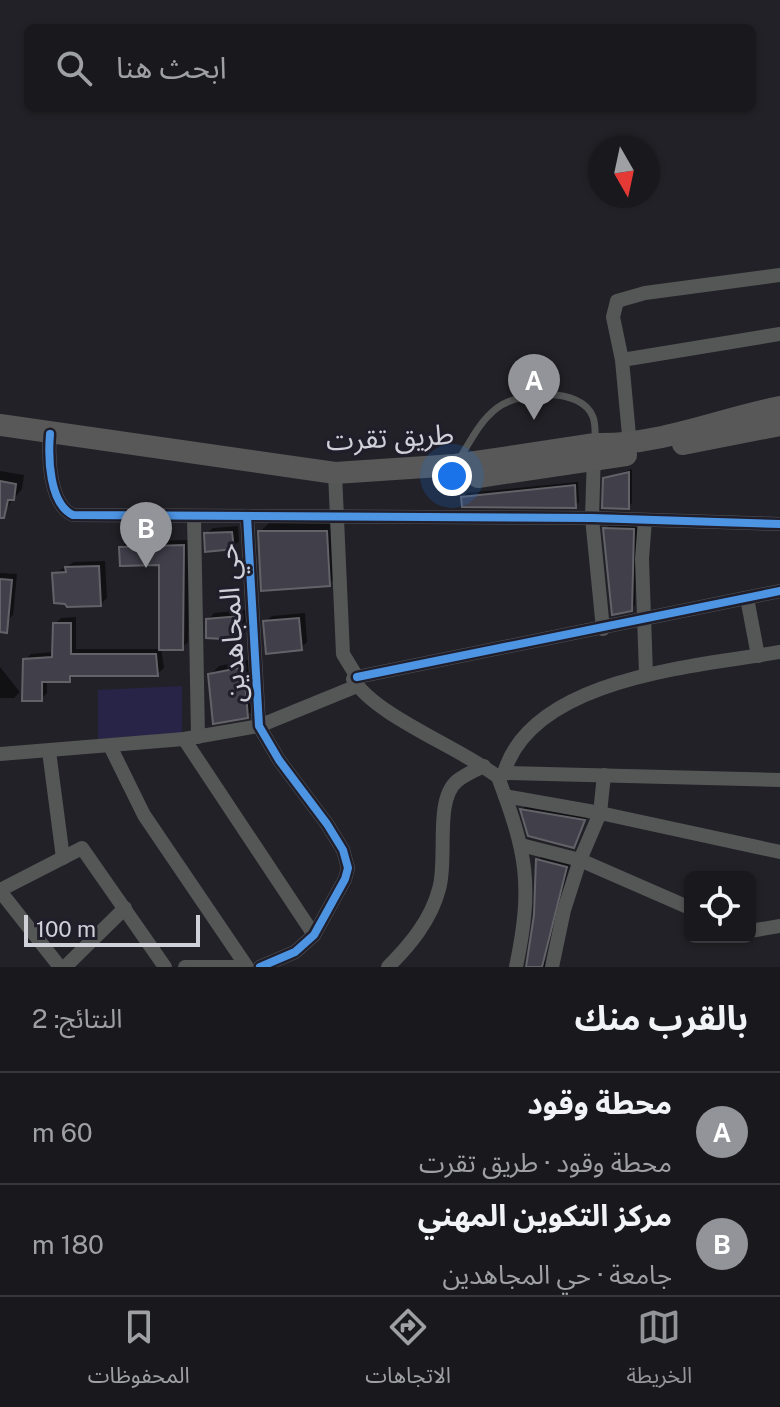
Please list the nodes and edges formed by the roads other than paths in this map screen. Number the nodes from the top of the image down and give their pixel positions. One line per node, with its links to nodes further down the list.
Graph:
1 (780, 275): 3 (street)
2 (780, 334): 3 (street)
3 (622, 360): 9 (street)
4 (780, 407): 9 (main road, طريق تقرت)
5 (0, 425): 8 (main road, طريق تقرت)
6 (780, 425): 10 (main road, طريق تقرت)
7 (0, 441): 8 (main road, طريق تقرت)
8 (50, 441): 12 (main road, طريق تقرت); 13 (street)
9 (630, 446): 10 (main road, طريق تقرت)
10 (594, 452): 11 (main road, طريق تقرت); 11 (lane); 16 (street)
11 (453, 472): 12 (main road, طريق تقرت)
12 (335, 480): 15 (street)
13 (194, 516): 14 (street); 28 (street)
14 (247, 516): 15 (street); 27 (street, حي المجاهدين)
15 (336, 518): 16 (street); 26 (street)
16 (592, 518): 17 (street); 22 (street)
17 (645, 520): 18 (street); 21 (street)
18 (780, 524)
19 (780, 591): 20 (street, حي المجاهدين)
20 (747, 598): 21 (street, حي المجاهدين); 24 (street)
21 (645, 620): 22 (street, حي المجاهدين); 25 (street)
22 (603, 629): 26 (street, حي المجاهدين)
23 (780, 652): 24 (street)
24 (758, 656): 25 (street)
25 (646, 674): 33 (street)
26 (357, 682): 27 (street, حي المجاهدين); 32 (street)
27 (259, 726): 28 (street); 47 (street)
28 (191, 738): 29 (street); 47 (street)
29 (110, 746): 30 (street); 52 (street)
30 (49, 751): 31 (street); 40 (street)
31 (0, 754)
32 (484, 766): 33 (street); 54 (street)
33 (501, 775): 34 (street); 36 (street)
34 (604, 775): 35 (street); 37 (street)
35 (780, 780)
36 (505, 796): 37 (street); 38 (street)
37 (600, 813): 39 (street); 41 (street)
38 (521, 845): 41 (street); 55 (street)
39 (780, 852)
40 (63, 858): 42 (street); 44 (street)
41 (580, 860): 43 (street); 56 (street)
42 (0, 891): 48 (street)
43 (684, 905)
44 (125, 908): 48 (street); 49 (street)
45 (780, 926): 46 (street)
46 (756, 930)
47 (314, 935): 53 (street)
48 (62, 967)
49 (165, 967)
50 (185, 967): 51 (street)
51 (238, 967)
52 (247, 967)
53 (260, 967)
54 (388, 967)
55 (516, 967)
56 (552, 967)

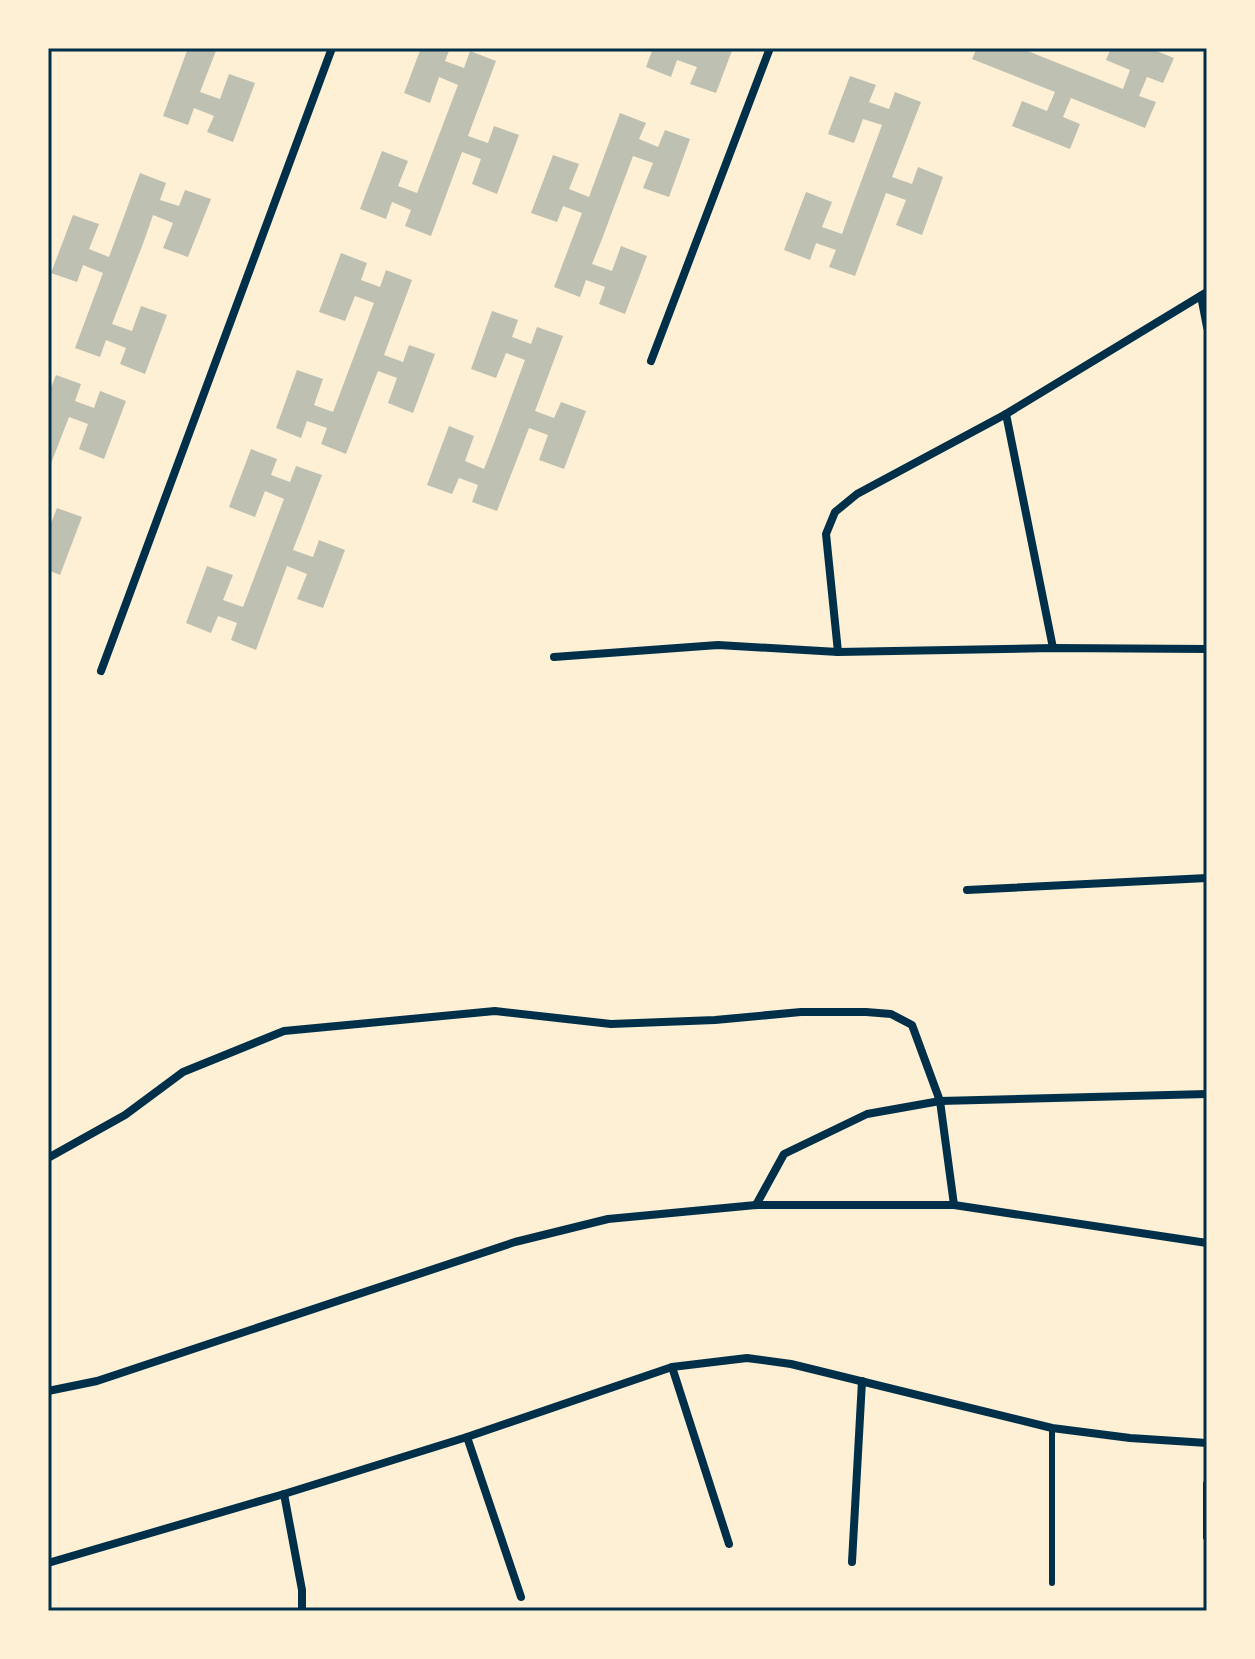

——

→ Instructions to follow: The copy must reproduce every entry exactly while excluding all pictures.

→ Solution to this exercise:
Please list the nodes and edges formed by the roads other than paths in this map screen. Number the nodes from the top of the image down and give their pixel positions. One line per node, with its links to nodes further down the list.
Graph:
1 (780, 275): 3 (street)
2 (780, 334): 3 (street)
3 (622, 360): 9 (street)
4 (780, 407): 9 (main road, طريق تقرت)
5 (0, 425): 8 (main road, طريق تقرت)
6 (780, 425): 10 (main road, طريق تقرت)
7 (0, 441): 8 (main road, طريق تقرت)
8 (50, 441): 12 (main road, طريق تقرت); 13 (street)
9 (630, 446): 10 (main road, طريق تقرت)
10 (594, 452): 11 (main road, طريق تقرت); 11 (lane); 16 (street)
11 (453, 472): 12 (main road, طريق تقرت)
12 (335, 480): 15 (street)
13 (194, 516): 14 (street); 28 (street)
14 (247, 516): 15 (street); 27 (street, حي المجاهدين)
15 (336, 518): 16 (street); 26 (street)
16 (592, 518): 17 (street); 22 (street)
17 (645, 520): 18 (street); 21 (street)
18 (780, 524)
19 (780, 591): 20 (street, حي المجاهدين)
20 (747, 598): 21 (street, حي المجاهدين); 24 (street)
21 (645, 620): 22 (street, حي المجاهدين); 25 (street)
22 (603, 629): 26 (street, حي المجاهدين)
23 (780, 652): 24 (street)
24 (758, 656): 25 (street)
25 (646, 674): 33 (street)
26 (357, 682): 27 (street, حي المجاهدين); 32 (street)
27 (259, 726): 28 (street); 47 (street)
28 (191, 738): 29 (street); 47 (street)
29 (110, 746): 30 (street); 52 (street)
30 (49, 751): 31 (street); 40 (street)
31 (0, 754)
32 (484, 766): 33 (street); 54 (street)
33 (501, 775): 34 (street); 36 (street)
34 (604, 775): 35 (street); 37 (street)
35 (780, 780)
36 (505, 796): 37 (street); 38 (street)
37 (600, 813): 39 (street); 41 (street)
38 (521, 845): 41 (street); 55 (street)
39 (780, 852)
40 (63, 858): 42 (street); 44 (street)
41 (580, 860): 43 (street); 56 (street)
42 (0, 891): 48 (street)
43 (684, 905)
44 (125, 908): 48 (street); 49 (street)
45 (780, 926): 46 (street)
46 (756, 930)
47 (314, 935): 53 (street)
48 (62, 967)
49 (165, 967)
50 (185, 967): 51 (street)
51 (238, 967)
52 (247, 967)
53 (260, 967)
54 (388, 967)
55 (516, 967)
56 (552, 967)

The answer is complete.